John Witte and Joel A. Nichols, More than a Mere Contract: Marriage as Contract and Covenant in Law and Theology (2008). University of St. Thomas Law Journal, Vol. 5, p. 595, 2008. Available at SSRN: http://ssrn.com/abstract=1292998
In 1841, the American jurist Joseph Story noted that marriage is something more than a mere contract. Justice Story’s writings embody an American common law refrain, namely that marriage is at once a contract and something more. This Article details the historical roots of that common law tradition. The history stems mostly from the Christian tradition, but also has antecedents and analogues in Jewish and Islamic teachings. All of these traditions have long taught that marriage is at once a contract (ketubah, pactum, and kitab) and more than a mere contract. Marriage is an institution that is both private and public, individual and social, civil and religious, temporal and transcendent. Its origin, nature, and purpose lie beyond and beneath the terms of the marriage contract itself. The idea of covenant is emerging in Western law, theology, and ethics as a common inter-religious and interdisciplinary term to capture some of the higher dimensions of marriage.

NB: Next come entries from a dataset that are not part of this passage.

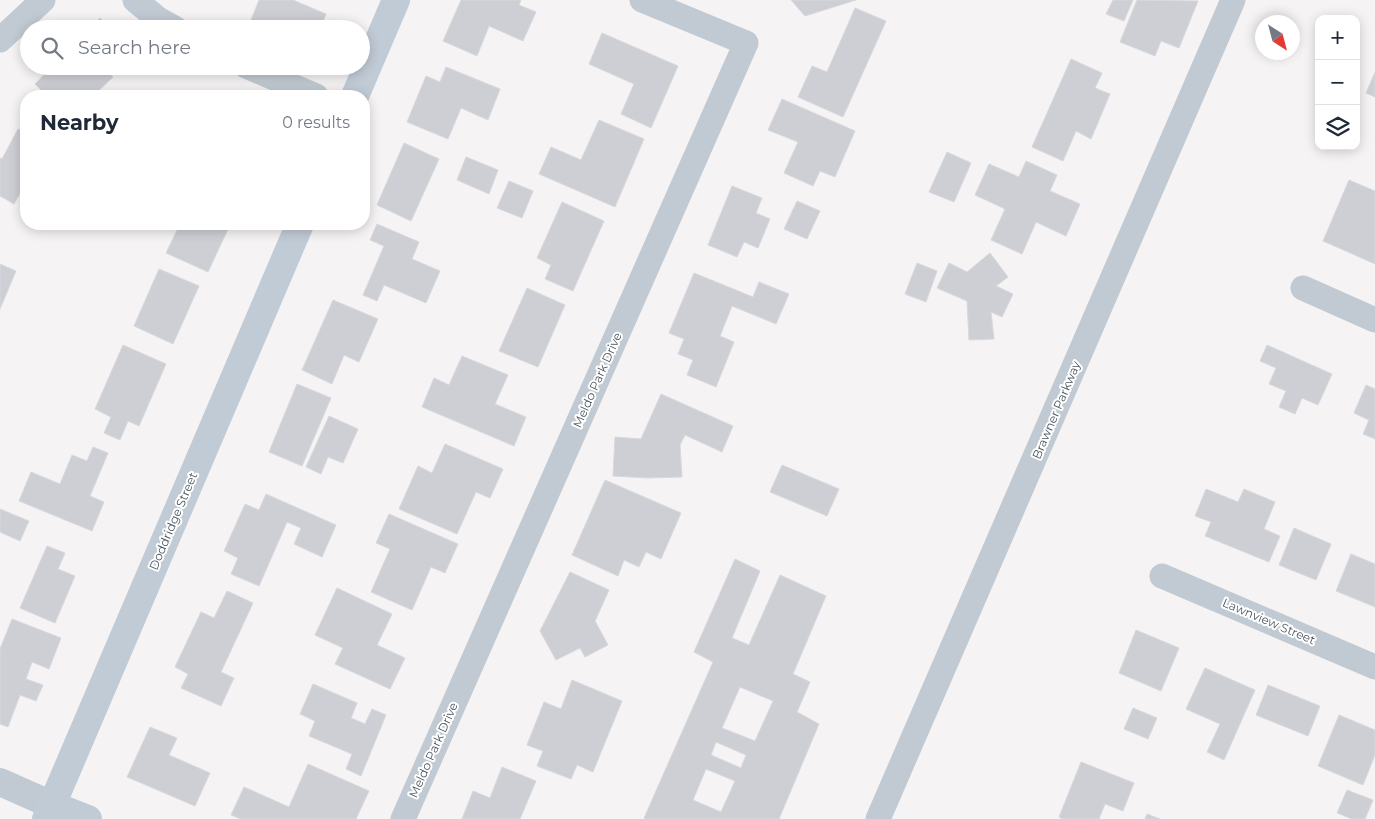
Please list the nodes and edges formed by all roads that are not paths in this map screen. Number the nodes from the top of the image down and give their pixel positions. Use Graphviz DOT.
graph roads {
  1 [pos="43,0"];
  2 [pos="135,0"];
  3 [pos="396,0"];
  4 [pos="642,0"];
  5 [pos="1234,0"];
  6 [pos="22,20"];
  7 [pos="160,20"];
  8 [pos="20,21"];
  9 [pos="0,40"];
  10 [pos="370,61"];
  11 [pos="267,75"];
  12 [pos="364,75"];
  13 [pos="302,90"];
  14 [pos="358,90"];
  15 [pos="297,230"];
  16 [pos="1303,288"];
  17 [pos="1375,320"];
  18 [pos="1162,576"];
  19 [pos="1375,667"];
  20 [pos="0,782"];
  21 [pos="49,812"];
  22 [pos="88,819"];
  23 [pos="403,819"];
  24 [pos="878,819"];
  1 -- 6 [label="street"];
  2 -- 7 [label="street"];
  3 -- 10 [label="main road"];
  4 -- 23 [label="street, Meldo Park Drive"];
  5 -- 24 [label="street, Brawner Parkway"];
  8 -- 9 [label="street"];
  11 -- 13 [label="street"];
  12 -- 14 [label="main road"];
  15 -- 21 [label="main road, Doddridge Street"];
  16 -- 17 [label="street"];
  18 -- 19 [label="street, Lawnview Street"];
  20 -- 21 [label="street"];
  21 -- 22 [label="main road"];
}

Historically, the Jewish, Christian, and Islamic traditions found ways to reconcile the contractual and covenantal dimensions of marriage, but American law today juxtaposes them and has moved much more toward a straight contractual model. In all but three states, parties who wish to marry must choose the state’s contract marriage option. In Louisiana, Arkansas, and Arizona, though, parties may choose contract marriage or covenant marriage, which has tighter marital formation and dissolution rules. But even in those three states, there is not yet a robust legal appreciation and reification of some religious covenantal notions of marriage (and current conflict of laws rules do not favor the enforcement of covenant marriage laws in inter-state disputes). Ultimately, a fuller legal response may well be necessary to recapture the multi-layered dimensions of marriage. America’s religious communities may need to draw upon and reformulate their own norms and resources, and American states, in turn, may need to think more seriously about granting greater deference to the marital laws and customs of legitimate religious and cultural groups that cannot accept a marriage law of the common denominator.